Messiah

嘉禄(かろく)

Rest of a lonely crow

昼休み、一嶋さんに業務を代わってもらってから私はいつも通り遅めの昼食を済ませて部屋に戻った。

棚の上にはいつものあの人と私の笑顔がある。
その隣には、かなり前…眠る前の雛森と私が喧嘩していて律とあの人が笑いながら見ている写真。
懐かしく思いながら、私とあの人の写真を手に取って見つめる。


「…今頃どこにいるのかしらね、生きているかしら?」


あの人の笑顔をそっと撫でる、問いかけても答えは返らないと知りながらもつい問いかけてしまう。

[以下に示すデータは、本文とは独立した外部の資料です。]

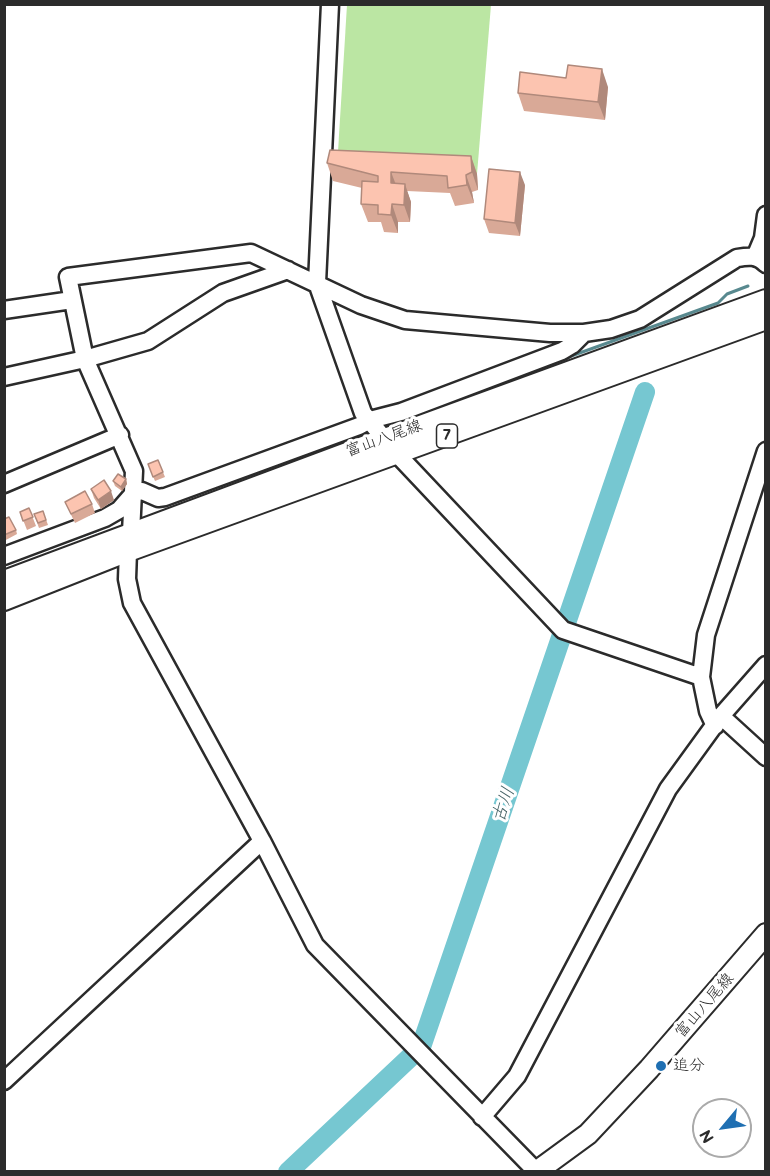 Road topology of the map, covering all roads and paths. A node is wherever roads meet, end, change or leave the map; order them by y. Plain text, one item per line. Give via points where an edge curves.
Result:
1 (330, 4) edge
2 (765, 214) edge
3 (764, 238) edge
4 (760, 261) edge
5 (288, 270) junction
6 (317, 283) junction
7 (72, 300) junction
8 (765, 300) edge
9 (4, 310) edge
10 (765, 320) edge
11 (584, 333) junction
12 (85, 359) junction
13 (4, 377) edge
14 (370, 420) junction
15 (120, 435) junction
16 (392, 446) junction
17 (765, 450) edge
18 (4, 483) edge
19 (133, 494) junction
20 (129, 542) junction
21 (4, 556) edge
22 (4, 581) edge
23 (4, 600) edge
24 (765, 665) edge
25 (702, 677) junction
26 (718, 721) junction
27 (765, 757) edge
28 (262, 841) junction
29 (765, 934) edge
30 (4, 1081) edge
31 (482, 1117) junction
32 (536, 1171) edge

1 - 6 street
2 - 3 street
3 - 4 street
4 - 11 street via 748,256 737,258 640,319
5 - 6 street
5 - 7 street via 250,254 68,277
5 - 12 street via 223,293 148,341
6 - 11 street via 361,305 405,320
6 - 14 street via 363,413
7 - 9 street
7 - 12 street
8 - 16 main road, 富山八尾線 / 7
10 - 16 main road, 富山八尾線 / 7
11 - 14 street via 562,351
12 - 13 street
12 - 15 street
14 - 16 street
14 - 19 street via 165,497 142,491
15 - 18 street
15 - 19 street via 134,471
16 - 20 main road, 富山八尾線 / 7
16 - 25 street via 563,630
17 - 25 street via 706,635
19 - 20 street
19 - 21 street via 119,510 105,518
20 - 22 main road, 富山八尾線 / 7
20 - 23 main road, 富山八尾線 / 7
20 - 28 street via 127,579 132,603
24 - 26 street
25 - 26 street via 708,711
26 - 27 street
26 - 31 street via 668,789 517,1076
28 - 30 street
28 - 31 street via 315,945
29 - 32 main road, 富山八尾線 via 588,1134
31 - 32 street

「…いけないわね、私が湿っぽくなってどうするのかしら。
疲れてるのかも、寝るための時間なんだし寝なくちゃ。」


私は苦笑しつつベッドに倒れ込んで目を閉じた。


暫くして、私は視線を感じて目を開けた。
…誰よ、折角寝てたのに…


「…あぁ?」


若干不機嫌になりつつ起き上がると、そこには誰かがいた。


「あ...えっと...」


…尋ちゃん、かしら?起きたてで視界が曇ってぼんやりしている。
尋ちゃん(多分)が目を逸らす、そして私はちょっとずつ状況を理解し始めた。
…もしかしてだけど、私いつもと違ったんじゃ…?
視界がはっきりし始め、やはり尋ちゃんだと分かる。


「...あ、あら?ひ、尋ちゃん!?」
「...あ、なんか...えっと...」
「あ、あらぁごめんなさいね!違うのよ!?普段こんなの見せなかったのにあたしったら...!」
「あ、あの...」
「今見たことは忘れてちょうだい!誰にも言っちゃダメよ!」
「それは言いませんけど...百瀬さんも寝るんですね...?」


私が慌てて捲し立てると、尋ちゃんはぽつりと呟いた。
ちょっと待って、尋ちゃんの中で私って超人的な何かなの?


「あ、当たり前じゃない!あたしだって人間よ!?そんなパーフェクトヒューマンじゃないわ!」
「だって百瀬さんいつも起きてるから...」
「寝てるわよ!この時間に一嶋係長と交代で...!」


…今寝起きでぐるぐるしている頭のせいで、言ったらまずいことを口走った気がして私はハッと手で口を押さえた。
すっかり抜けていたけど、尋ちゃんその手の話題に厳しいのよね…。


「...だってそれでもそんなに長くないですよね?」
「な、長くは...ないわね...」
「夜通しカメラでも見てるんですか?」
「そ、そうね...」
「夜くらい寝ません?」
「...何が起こるかわからないもの、そんなわけには...」
「じゃあ僕もやりますよ、情報部でよくやりますし、任務なんかじゃしょっちゅうありますし」
「いえ、尋ちゃんは寝なさい!」
「え、なんでですか」
「なんでって...!だっていつも雛森とくっついて寝てるじゃないの!」
「それは雪がいる時だけですよ?それ以外は僕も詰めてますし。というかなんで知ってるんですか?」
「...と、とにかく寝なさい!」


いけない、本当に寝起きのせいで要らないことを言いすぎる。
でも雛森と尋ちゃんは一緒にいるべきだから間違ったことは言っていない。
ちなみにくっついて寝ているのを知ってるのは偶に雛森が自慢してくるから。
ほんとあいつも変わったわよね、雛森のメサイア自慢を聞かされる日が来るとは思わなかったわ。
私が最早現実逃避のために別のことを考え始めると尋ちゃんは心配したように問いかけてきた。


「百瀬さん、最近ちゃんと寝れてます?寝ないとお肌荒れますよ?」
「...寝れてないわね...知ってるわよ...」
「じゃあちょっとくらい誰かに頼ったっていいんじゃないです?じゃないと、いつか百瀬さんが倒れちゃいますよ?決済いただきたかった書類、係長室の百瀬さんのBOXに入れておきますね、もう少し寝ててください」


痛くない程度にデコピンをすると尋ちゃんは出ていった。
そっと額を撫でながらドアを見つめたあと再び横になる。


「…頼る、か…私が頼れる人は、永遠に現れないんでしょうね…」


私はそう呟くと再び目を閉じた。